If the raw disk was used, i.e. /dev/hda, the investigator is forced to use dd to "slice" the original image into partitions depending on the partition table (Note that the 63 sector skip is normally found from the partition table, using sfdisk, mmls or a similar tool):

dd if=disk_image.dd of=partition_image.dd bs=512 skip=63

If the original disk was very large to start with, this is a time consuming operation. It would be nice to have an abstraction layer which converts between the different formats of images (a partition image vs. a disk image) on the fly without requiring to copy the image again.

This functionality becomes even more desirable when considering the analysis of images which have been stored using compression. For example, the popular forensic package Encase(tm) stores images in a proprietary format called The Expert Witness Compression Format. This format provides compression as well as splitting large images into manageable parts. By providing a transparent abstraction layer it is possible to enable any tool to automatically support the image format.

Hooking IO for fun and profit

The PyFlag forensic package used to have an IO Subsystem patch for the Sleuthkit which enabled it to operate on a number of different file formats. Although the Sleuthkit is an excellent tool, it soon became obvious that the same functionality was also required of other tools, like strings, sfdisk etc.

Modifying the source code of an application resulted in an increased amount of code maintenance required to retrofit the IO subsystem patch as each version of the Sleuthkit was released. The developers of PyFlag had to find a better way. Ideally the tool would have to involve no source code modification, and allow arbitrary programs to handle the supported file formats transparently.
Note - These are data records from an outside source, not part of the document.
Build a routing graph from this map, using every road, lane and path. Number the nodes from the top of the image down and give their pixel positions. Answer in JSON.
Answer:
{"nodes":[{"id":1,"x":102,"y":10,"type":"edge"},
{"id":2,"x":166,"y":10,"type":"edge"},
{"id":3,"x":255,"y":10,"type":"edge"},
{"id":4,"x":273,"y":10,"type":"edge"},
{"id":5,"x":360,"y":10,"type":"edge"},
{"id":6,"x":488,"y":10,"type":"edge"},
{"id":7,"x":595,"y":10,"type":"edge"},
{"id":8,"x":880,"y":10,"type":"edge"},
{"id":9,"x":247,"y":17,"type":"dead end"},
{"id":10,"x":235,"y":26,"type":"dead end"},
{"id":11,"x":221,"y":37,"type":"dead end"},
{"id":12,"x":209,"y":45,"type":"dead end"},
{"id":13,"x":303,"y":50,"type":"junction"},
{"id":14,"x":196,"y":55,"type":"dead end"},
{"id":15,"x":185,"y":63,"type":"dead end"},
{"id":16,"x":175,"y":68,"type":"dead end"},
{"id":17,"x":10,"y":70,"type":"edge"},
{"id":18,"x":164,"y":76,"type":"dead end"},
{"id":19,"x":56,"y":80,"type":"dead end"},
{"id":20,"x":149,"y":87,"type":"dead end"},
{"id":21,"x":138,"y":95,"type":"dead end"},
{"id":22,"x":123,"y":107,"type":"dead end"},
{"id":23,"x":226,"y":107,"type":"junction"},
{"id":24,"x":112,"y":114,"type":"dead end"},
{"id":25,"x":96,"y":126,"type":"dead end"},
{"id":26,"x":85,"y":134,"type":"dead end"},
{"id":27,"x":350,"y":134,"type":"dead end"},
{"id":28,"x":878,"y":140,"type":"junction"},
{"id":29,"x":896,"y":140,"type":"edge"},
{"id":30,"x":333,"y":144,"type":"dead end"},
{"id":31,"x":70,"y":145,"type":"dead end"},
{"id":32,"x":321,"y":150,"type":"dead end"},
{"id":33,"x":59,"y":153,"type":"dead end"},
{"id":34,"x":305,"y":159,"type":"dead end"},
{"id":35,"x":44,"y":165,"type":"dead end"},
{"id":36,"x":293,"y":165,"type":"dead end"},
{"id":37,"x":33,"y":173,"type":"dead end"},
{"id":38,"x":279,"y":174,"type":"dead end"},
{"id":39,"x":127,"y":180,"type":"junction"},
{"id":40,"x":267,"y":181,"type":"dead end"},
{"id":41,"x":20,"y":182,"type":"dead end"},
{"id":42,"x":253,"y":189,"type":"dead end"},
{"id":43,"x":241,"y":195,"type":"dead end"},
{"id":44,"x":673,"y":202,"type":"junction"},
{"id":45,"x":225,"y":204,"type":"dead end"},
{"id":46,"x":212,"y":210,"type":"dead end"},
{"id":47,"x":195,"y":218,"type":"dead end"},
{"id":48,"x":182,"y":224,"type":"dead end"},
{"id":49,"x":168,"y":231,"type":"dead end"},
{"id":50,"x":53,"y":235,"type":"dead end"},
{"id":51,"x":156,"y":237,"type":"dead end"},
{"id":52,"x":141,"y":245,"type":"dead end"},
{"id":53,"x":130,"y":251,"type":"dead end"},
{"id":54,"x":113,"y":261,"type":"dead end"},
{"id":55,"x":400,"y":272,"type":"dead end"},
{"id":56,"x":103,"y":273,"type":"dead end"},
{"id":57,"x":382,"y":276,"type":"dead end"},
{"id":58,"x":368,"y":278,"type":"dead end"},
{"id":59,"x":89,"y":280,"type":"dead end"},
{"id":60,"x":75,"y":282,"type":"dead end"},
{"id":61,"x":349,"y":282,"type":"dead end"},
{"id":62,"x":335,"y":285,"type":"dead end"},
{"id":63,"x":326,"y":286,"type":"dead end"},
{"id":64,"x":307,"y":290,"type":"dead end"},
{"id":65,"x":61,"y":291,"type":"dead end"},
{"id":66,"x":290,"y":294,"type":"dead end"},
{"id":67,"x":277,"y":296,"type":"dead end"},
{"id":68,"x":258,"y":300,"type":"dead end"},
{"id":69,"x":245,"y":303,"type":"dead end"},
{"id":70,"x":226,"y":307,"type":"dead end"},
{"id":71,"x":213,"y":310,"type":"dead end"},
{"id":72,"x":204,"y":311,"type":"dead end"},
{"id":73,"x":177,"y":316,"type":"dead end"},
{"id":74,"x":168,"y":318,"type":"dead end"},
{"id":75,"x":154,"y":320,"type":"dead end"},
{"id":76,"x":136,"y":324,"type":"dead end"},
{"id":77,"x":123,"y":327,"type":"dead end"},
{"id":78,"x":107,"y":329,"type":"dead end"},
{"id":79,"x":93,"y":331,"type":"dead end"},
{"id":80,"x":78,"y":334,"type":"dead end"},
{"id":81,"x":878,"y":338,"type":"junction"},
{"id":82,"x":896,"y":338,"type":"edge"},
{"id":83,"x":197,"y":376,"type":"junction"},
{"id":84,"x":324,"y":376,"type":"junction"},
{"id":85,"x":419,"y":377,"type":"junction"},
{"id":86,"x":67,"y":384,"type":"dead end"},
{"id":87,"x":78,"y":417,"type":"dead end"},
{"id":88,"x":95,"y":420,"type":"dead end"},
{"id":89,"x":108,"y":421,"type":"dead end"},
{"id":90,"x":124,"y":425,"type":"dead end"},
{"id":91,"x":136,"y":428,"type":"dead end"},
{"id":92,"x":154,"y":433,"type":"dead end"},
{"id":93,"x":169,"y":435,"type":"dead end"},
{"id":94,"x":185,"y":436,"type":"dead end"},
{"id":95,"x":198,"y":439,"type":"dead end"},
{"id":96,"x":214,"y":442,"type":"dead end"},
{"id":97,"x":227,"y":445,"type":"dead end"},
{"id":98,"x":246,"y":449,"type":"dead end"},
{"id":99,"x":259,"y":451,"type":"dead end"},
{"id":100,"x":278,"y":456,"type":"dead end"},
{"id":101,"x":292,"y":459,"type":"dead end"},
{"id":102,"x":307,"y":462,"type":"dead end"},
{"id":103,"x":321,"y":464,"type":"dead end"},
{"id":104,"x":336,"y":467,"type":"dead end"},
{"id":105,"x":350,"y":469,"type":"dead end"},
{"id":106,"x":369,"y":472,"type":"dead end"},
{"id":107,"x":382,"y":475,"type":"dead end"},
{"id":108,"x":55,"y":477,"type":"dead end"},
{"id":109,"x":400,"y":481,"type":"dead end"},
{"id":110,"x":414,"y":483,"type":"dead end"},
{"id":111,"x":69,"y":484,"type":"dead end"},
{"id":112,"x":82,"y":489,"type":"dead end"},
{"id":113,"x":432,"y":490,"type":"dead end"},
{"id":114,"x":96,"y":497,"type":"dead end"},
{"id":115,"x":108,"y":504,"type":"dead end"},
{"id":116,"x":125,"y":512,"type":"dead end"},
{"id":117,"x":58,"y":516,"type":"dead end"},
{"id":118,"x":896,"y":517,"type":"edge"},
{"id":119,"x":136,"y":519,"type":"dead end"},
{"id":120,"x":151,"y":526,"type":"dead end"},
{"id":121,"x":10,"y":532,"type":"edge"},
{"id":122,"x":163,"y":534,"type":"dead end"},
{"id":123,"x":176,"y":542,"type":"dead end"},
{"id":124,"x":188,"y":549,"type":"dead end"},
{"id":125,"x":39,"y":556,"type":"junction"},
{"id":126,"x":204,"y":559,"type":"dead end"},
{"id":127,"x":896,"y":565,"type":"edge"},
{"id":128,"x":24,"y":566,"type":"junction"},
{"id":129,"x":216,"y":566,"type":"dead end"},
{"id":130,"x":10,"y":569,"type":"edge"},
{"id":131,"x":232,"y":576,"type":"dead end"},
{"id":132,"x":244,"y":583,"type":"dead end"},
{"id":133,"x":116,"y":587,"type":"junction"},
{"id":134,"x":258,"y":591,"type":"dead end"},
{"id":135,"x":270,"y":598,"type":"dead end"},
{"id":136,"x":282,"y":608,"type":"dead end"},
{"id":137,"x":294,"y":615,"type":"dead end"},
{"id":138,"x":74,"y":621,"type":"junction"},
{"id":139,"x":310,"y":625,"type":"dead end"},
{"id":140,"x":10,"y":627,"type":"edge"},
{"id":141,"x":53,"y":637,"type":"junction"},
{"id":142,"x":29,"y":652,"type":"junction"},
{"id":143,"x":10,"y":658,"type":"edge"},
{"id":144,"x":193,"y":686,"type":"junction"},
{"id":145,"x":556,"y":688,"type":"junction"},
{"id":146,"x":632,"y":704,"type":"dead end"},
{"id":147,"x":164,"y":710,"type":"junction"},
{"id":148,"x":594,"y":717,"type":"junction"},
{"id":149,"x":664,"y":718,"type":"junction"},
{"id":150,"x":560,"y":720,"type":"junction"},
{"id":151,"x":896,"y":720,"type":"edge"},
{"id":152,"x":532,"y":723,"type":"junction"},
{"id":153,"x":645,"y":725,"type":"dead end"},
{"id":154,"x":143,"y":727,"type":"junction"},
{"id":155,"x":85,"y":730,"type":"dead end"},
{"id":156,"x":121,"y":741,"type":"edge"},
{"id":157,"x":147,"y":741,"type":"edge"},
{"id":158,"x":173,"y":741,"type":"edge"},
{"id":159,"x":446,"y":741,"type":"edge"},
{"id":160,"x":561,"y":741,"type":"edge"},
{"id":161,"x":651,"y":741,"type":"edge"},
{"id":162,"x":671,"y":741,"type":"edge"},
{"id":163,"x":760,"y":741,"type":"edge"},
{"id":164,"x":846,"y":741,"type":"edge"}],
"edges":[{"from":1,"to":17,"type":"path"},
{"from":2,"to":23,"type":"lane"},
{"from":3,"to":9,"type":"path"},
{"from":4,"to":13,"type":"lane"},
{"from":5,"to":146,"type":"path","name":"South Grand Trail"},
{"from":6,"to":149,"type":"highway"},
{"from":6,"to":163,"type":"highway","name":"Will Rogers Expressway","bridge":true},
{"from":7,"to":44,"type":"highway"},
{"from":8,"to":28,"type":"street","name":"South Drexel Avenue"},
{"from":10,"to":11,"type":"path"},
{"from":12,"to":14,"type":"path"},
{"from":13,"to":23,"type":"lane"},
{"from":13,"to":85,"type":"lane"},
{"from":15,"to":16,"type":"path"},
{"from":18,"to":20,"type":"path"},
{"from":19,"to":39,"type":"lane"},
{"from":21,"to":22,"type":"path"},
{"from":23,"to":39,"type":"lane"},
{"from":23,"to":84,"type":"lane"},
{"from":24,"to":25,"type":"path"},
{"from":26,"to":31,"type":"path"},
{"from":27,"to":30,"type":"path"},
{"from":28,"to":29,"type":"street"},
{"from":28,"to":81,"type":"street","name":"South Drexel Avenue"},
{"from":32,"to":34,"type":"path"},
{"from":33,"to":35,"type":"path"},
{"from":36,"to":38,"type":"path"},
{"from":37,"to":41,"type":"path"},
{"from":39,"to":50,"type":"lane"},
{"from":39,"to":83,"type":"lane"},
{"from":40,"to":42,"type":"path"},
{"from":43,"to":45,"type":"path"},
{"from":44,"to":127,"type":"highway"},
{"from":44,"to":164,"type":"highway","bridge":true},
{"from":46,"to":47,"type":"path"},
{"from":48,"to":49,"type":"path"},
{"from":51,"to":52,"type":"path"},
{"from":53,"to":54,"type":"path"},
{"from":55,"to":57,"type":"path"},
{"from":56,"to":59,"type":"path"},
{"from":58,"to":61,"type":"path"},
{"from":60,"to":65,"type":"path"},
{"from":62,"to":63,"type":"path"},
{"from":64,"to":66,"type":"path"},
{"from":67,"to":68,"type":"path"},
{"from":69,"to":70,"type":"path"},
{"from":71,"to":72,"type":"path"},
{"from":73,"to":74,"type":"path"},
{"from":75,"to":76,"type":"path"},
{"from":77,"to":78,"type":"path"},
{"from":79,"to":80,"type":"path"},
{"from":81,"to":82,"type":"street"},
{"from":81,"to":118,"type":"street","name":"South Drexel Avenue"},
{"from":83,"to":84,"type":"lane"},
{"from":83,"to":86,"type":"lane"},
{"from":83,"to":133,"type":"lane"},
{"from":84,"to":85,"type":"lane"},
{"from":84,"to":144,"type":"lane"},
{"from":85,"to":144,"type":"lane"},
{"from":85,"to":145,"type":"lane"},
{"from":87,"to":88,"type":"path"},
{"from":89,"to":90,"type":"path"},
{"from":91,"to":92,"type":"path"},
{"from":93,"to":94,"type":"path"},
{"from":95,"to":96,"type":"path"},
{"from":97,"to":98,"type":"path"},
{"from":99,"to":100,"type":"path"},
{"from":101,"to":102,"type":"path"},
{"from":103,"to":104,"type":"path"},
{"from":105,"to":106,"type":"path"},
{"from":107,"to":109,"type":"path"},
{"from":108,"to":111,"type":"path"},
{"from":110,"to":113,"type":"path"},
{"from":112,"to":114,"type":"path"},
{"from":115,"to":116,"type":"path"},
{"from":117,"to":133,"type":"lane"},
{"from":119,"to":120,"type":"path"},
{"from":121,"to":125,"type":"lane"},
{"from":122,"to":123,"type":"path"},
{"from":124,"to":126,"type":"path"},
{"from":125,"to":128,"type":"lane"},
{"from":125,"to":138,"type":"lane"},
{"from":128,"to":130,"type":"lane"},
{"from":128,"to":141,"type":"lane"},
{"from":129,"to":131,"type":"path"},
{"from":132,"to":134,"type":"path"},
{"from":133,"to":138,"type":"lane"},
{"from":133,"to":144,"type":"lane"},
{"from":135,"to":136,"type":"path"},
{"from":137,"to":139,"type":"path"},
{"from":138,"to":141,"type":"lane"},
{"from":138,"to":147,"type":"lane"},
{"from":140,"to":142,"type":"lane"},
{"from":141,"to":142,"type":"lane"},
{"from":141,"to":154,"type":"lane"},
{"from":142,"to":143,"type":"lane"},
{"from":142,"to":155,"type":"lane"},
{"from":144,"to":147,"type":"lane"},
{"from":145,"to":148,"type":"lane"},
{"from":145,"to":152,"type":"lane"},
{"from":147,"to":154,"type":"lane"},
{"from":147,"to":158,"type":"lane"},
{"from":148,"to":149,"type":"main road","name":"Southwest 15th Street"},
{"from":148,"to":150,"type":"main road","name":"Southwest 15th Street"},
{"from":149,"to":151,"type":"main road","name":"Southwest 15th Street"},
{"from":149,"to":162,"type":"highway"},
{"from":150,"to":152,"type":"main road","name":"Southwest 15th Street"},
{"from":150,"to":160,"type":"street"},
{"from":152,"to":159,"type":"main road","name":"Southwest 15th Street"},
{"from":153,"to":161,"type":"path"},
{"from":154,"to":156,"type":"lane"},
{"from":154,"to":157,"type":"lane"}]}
The obvious solution to this problem was an abstraction layer based on library hooking techniques.

When a program wishes to perform an IO operation on a file (for example open, read or write the file), it is very rare that the program issue the kernel system call directly. In fact, most programs will call the C library's open(), read() and write() calls as required. Since most programs are dynamically linked rather than statically compiled, the linking of the C library code is done during run time, by the dynamic linker.

Most dynamic linker implementations (and in particular the GNU libc dynamic loader) allow a library to be loaded first, before loading other system libraries. Also, if a library provides a required symbol, the linker will stop searching for that symbol in other libraries. This property allows a library to "hook" a library function by simply masking the library function with a locally defined function.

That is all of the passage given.